THE OTHER SIDE: ARCTIC MONKEYS
Tranquility Base Hotel & Casino

 
15 maggio 2018
 

Anche nelle migliori famiglie come IFB ci sono pareri discordanti su certi dischi. Di solito ci fidiamo e accettiamo il verdetto del nostro recensore, ma per certe uscite molto importanti e in grado e di dividere la critica, abbiamo pensato a un diritto di replica, una seconda recensione che potrebbe cambiare le carte in tavola rispetto alla precedente. Voi scegliere quella che preferite …

VOTO OTHER SIDE: 5
Leggi la recensione positiva di “Tranquility Base Hotel & Casino”

Premesso che degli Arctic Monkeys sono un super fan, anzi, di Alex Turner nelle sue diverse forme; davvero un fuoriclasse della canzone d’autore. Questo disco, invece, non mi è piaciuto: apprezzo moltissimo la voglia di sperimentare e di continuare, in qualche modo, il percorso iniziato con l’album precedente, per di più osando ancora, ma quello che però va evidenziato è proprio un abbassamento della qualità di scrittura. A torto o ragione gli Arctic Monkeys sono una ‘pop band’, senza vergognarsi nel dirlo; grandi melodie e grandi canzoni, scritte come Dio comanda, altrimenti non si spiegherebbe il loro successo planetario. Senza far arrabbiare qualcuno, potremmo tranquillamente definirli una sorta di Beatles anni 0 e credo sia lecito da loro aspettarsi sempre quelle melodie importanti, a cui ci hanno abituato in tutti i loro dischi. Il problema è che qui non ci sono.

Mi ripeto, dico assolutamente “figata” per il coraggio del cambio di genere, se così vogliamo chiamarlo, perché è bellissimo vedere una band di questi livelli che cerca altre direzioni, diverse e non convenzionali, a loro modo, però sarebbe opportuno abbinare alla voglia di sperimentare e cambiare anche dei brani di cui vorremmo ricordarci, non dico nei prossimi anni, ma almeno nelle prossime settimane. Io lo dico sono al settimo ascolto completo, se al trentesimo griderò al capolavoro, dovrò riscrivere questa recensione, ma 7 ascolti sono più che sufficienti (credo), per un giudizio non più definibile frettoloso.
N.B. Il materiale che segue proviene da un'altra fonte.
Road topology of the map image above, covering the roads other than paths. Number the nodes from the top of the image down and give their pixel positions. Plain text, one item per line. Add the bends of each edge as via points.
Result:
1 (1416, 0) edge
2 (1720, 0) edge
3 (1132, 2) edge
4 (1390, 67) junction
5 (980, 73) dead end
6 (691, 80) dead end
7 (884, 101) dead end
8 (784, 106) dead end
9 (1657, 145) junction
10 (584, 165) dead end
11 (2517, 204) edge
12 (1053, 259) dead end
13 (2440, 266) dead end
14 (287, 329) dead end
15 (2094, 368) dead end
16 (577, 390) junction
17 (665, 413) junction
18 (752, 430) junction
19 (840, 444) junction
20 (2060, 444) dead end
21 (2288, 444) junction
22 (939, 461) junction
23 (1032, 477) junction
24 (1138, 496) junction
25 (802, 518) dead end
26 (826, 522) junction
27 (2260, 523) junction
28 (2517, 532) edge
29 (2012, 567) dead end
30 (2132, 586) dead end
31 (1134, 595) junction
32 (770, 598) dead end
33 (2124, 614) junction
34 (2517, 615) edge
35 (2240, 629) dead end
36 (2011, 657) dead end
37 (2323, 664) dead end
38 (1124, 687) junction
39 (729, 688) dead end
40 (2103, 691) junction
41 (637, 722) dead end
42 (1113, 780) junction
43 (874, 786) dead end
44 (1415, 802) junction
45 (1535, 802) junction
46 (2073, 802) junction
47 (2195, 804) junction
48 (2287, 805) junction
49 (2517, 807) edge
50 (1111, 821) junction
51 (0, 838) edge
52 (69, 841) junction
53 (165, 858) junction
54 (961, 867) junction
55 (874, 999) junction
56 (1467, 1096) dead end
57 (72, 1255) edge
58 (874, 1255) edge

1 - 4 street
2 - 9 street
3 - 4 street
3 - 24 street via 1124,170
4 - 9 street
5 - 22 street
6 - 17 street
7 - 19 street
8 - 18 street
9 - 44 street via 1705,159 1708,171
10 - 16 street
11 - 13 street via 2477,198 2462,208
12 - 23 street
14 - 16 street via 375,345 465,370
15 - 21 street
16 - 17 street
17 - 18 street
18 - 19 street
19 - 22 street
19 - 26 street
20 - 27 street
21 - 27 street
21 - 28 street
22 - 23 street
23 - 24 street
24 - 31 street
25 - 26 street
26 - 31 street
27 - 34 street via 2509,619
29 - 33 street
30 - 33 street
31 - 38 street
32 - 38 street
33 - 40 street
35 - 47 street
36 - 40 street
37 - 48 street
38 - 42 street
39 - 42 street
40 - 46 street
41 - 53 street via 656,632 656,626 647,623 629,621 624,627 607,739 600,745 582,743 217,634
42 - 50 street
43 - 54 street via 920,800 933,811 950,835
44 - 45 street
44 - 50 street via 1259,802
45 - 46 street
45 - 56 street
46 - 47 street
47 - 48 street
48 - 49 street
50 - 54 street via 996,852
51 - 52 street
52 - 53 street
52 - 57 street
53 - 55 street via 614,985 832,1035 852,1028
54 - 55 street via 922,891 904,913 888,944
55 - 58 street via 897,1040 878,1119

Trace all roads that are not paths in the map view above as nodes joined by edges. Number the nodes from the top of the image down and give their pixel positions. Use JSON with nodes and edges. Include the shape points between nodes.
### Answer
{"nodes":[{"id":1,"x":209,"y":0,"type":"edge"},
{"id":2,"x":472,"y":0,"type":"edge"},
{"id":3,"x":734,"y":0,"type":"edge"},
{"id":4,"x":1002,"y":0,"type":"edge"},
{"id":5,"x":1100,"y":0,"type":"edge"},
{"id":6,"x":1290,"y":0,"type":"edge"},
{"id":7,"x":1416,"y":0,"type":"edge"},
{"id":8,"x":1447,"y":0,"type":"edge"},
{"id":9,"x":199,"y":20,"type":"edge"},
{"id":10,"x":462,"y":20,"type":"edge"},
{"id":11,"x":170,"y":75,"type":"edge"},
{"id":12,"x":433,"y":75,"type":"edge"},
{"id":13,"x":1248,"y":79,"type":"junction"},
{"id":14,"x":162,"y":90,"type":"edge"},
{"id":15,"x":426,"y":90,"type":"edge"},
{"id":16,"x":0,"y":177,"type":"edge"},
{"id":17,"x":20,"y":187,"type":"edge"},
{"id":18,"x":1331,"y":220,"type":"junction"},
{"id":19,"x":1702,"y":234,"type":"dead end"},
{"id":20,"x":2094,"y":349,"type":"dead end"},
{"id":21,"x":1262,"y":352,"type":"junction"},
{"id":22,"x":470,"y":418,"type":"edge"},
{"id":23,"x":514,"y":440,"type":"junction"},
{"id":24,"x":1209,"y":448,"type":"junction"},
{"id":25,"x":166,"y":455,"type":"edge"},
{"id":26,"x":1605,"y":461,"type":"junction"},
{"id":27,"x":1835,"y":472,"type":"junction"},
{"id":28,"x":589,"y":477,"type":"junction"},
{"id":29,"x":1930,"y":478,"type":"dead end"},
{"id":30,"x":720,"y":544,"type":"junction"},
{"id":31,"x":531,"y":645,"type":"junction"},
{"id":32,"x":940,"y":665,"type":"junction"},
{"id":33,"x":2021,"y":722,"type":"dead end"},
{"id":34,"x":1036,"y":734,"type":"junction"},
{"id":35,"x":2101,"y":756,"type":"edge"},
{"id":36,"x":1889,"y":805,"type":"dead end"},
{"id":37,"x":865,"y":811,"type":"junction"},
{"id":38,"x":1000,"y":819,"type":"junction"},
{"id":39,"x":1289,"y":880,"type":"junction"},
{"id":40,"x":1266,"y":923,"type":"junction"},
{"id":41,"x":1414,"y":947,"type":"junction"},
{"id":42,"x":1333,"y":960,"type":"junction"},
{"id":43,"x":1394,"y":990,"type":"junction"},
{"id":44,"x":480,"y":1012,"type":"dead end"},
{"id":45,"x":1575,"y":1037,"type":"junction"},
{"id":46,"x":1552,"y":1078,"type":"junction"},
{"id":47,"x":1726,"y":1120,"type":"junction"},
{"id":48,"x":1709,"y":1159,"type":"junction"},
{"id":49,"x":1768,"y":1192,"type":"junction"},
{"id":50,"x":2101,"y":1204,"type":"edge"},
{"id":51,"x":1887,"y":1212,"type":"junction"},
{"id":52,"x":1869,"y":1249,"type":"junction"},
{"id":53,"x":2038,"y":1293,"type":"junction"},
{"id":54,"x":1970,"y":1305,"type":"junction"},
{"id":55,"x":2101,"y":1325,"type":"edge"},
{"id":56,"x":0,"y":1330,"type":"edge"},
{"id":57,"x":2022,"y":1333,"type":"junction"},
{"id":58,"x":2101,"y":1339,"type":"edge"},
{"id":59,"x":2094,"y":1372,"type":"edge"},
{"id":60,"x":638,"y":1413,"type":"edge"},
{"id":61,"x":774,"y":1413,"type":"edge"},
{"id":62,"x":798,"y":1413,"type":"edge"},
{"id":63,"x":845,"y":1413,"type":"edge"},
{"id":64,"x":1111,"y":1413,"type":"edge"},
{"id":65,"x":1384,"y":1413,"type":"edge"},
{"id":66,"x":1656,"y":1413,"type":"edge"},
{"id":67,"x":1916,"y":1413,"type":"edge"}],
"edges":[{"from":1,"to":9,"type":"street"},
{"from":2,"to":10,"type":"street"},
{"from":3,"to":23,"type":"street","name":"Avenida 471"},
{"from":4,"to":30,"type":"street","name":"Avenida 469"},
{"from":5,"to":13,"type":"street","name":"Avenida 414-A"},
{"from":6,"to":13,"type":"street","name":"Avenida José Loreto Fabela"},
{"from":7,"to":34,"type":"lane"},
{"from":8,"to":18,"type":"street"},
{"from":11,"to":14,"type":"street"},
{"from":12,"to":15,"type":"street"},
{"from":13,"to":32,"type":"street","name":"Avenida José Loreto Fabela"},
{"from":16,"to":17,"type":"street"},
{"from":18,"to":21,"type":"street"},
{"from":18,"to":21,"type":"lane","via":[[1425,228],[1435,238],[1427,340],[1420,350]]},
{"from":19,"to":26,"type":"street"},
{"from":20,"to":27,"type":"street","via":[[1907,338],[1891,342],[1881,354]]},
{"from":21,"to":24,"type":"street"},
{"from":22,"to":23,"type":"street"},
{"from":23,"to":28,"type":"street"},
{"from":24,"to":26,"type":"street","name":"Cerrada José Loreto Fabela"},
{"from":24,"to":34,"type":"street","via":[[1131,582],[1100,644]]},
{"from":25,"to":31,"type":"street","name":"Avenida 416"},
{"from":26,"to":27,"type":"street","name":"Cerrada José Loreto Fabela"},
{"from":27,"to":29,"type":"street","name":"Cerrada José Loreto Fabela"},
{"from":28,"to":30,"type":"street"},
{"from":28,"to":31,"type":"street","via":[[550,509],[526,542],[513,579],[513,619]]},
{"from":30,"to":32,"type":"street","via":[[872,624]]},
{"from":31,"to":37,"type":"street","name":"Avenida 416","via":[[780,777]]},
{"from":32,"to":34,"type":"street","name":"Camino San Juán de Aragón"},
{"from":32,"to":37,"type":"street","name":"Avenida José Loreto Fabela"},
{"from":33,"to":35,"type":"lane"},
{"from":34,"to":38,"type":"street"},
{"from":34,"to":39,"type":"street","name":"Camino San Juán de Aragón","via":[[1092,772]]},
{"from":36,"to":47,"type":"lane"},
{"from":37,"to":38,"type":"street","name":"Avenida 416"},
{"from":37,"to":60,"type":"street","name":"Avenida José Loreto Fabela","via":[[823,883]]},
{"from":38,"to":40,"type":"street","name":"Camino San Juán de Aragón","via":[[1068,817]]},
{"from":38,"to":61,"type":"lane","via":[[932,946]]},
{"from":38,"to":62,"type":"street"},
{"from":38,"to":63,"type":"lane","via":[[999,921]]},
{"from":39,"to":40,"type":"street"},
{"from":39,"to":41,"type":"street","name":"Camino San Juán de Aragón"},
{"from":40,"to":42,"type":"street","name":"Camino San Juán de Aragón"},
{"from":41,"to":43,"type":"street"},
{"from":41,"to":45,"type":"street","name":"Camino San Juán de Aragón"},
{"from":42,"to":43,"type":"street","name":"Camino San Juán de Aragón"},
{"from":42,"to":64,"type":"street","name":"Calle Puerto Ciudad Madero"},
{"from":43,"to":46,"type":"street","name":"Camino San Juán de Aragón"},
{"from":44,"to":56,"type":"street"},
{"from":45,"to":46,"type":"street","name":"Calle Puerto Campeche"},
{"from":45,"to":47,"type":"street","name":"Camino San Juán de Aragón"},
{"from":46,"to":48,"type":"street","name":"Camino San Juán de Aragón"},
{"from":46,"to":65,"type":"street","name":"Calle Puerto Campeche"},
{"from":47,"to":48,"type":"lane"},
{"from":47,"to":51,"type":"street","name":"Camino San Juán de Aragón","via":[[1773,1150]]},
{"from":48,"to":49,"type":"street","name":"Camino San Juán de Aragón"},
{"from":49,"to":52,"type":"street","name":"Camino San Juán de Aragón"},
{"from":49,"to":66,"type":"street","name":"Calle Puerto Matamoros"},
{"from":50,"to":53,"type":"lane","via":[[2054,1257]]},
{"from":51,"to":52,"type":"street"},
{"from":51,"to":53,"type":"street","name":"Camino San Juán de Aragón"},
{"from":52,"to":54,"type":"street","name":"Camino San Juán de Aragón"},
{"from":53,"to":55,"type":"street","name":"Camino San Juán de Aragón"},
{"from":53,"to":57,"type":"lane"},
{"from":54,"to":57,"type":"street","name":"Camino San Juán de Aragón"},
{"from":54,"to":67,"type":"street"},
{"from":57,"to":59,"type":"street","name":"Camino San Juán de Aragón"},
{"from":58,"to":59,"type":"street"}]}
Fosse un disco, non so, dei Grizzly Bear, che hanno sempre preso il pop sperimentale come dogma supremo, potrei anche capire certe scelte, ma da Alex Turner e soci io mi aspetto altro, soprattutto dopo cinque anni di assenza col moniker Arctic Monkeys. In tanti gridano al capolavoro, forse premiando il coraggio di rimettersi in gioco su un terreno, diciamolo, anche difficile all’ascolto. Non è così per me. Si salva, devo dire anche alla grande, “Four out of five” (fossero tutte così, allora si che sarei in ginocchio) che guarda caso (lo scopro ora) è stata scelta come singolo, tutto il resto però è un po’ noia.